Below is a questionnaire I sent to the BSBM participants in order to get tuning instructions for the runs we were planning. I have filled in the answers for Virtuoso, here. This can be a checklist for pretty much any RDF database tuning.

  1. Threading - What settings should be used (e.g., for query parallelization, I/O parallelization [e.g., prefetch, flush of dirty], thread pools [e,.g. web server], any other thread related)? We will run with 8 and 32 cores, so if there are settings controlling number of read/write (R/W) locks or mutexes or such for serializing diverse things, these should be set accordingly to minimize contention.

    The following three settings are all in the [Parameters] section of the virtuoso.ini file.

    • AsyncQueueMaxThreads controls the size of a pool of extra threads that can be used for query parallelization. This should be set to either 1.5 * the number of cores or 1.5 * the number of core threads; see which works better.

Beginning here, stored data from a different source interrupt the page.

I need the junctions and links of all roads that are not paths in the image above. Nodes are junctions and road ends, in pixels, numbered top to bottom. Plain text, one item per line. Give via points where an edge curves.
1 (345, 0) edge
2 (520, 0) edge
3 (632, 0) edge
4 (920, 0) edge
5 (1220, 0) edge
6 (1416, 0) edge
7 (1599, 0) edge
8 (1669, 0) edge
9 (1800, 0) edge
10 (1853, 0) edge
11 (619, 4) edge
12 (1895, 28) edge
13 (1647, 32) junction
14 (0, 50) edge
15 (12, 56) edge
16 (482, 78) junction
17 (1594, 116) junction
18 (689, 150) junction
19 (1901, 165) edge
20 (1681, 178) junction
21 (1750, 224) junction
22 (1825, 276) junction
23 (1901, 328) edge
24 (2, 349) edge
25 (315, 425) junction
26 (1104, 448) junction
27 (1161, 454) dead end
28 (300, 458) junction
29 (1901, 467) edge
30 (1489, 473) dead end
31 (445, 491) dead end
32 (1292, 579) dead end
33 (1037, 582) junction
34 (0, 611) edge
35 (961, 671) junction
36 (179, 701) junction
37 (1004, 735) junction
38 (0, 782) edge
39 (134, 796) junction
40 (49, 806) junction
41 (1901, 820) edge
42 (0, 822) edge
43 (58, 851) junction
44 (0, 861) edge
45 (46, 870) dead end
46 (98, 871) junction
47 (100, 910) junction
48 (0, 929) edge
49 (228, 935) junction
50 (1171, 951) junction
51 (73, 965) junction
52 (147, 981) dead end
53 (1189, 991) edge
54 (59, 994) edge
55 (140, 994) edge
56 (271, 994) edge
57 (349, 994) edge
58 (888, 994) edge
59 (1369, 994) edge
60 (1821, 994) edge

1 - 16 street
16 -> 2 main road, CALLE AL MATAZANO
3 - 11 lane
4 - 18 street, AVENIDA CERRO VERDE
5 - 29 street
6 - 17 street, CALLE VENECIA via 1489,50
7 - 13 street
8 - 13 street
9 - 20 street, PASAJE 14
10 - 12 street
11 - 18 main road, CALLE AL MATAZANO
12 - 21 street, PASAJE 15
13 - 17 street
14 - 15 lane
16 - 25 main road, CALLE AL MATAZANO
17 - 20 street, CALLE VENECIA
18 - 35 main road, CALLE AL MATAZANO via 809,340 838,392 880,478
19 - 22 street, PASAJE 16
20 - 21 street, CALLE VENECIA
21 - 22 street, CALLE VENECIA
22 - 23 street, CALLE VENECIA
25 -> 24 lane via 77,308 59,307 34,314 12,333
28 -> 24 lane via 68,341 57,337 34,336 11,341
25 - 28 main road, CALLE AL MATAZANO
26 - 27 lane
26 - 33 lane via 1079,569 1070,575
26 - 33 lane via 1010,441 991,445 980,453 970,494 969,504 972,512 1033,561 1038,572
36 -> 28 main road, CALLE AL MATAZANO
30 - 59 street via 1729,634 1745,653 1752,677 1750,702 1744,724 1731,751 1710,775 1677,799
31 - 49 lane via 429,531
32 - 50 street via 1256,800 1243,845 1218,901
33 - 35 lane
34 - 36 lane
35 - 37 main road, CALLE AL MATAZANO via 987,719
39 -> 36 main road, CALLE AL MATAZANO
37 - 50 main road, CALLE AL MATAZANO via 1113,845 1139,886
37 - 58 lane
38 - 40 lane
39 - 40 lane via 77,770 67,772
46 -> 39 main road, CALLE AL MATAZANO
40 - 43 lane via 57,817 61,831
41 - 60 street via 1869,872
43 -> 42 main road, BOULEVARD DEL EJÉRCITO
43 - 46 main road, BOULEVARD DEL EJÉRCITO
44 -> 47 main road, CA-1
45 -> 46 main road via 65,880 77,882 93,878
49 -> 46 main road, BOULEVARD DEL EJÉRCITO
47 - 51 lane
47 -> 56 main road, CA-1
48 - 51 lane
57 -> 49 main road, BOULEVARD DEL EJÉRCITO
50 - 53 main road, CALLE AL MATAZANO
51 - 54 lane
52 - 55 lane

    • ThreadsPerQuery is the maximum number of threads a single query will take. This should be set to either the number of cores or the number of core threads; see which works better.

    • IndexTreeMaps is the number of mutexes over which control for buffering an index tree is split. This can generally be left at default (256 in normal operation; valid settings are powers of 2 from 2 to 1024), but setting to 64, 128, or 512 may be beneficial.

      A low number will lead to frequent contention; upwards of 64 will have little contention. We have sometimes seen a multiuser workload go 10% faster when setting this to 64 (down from 256), which seems counter-intuitive. This may be a cache artifact.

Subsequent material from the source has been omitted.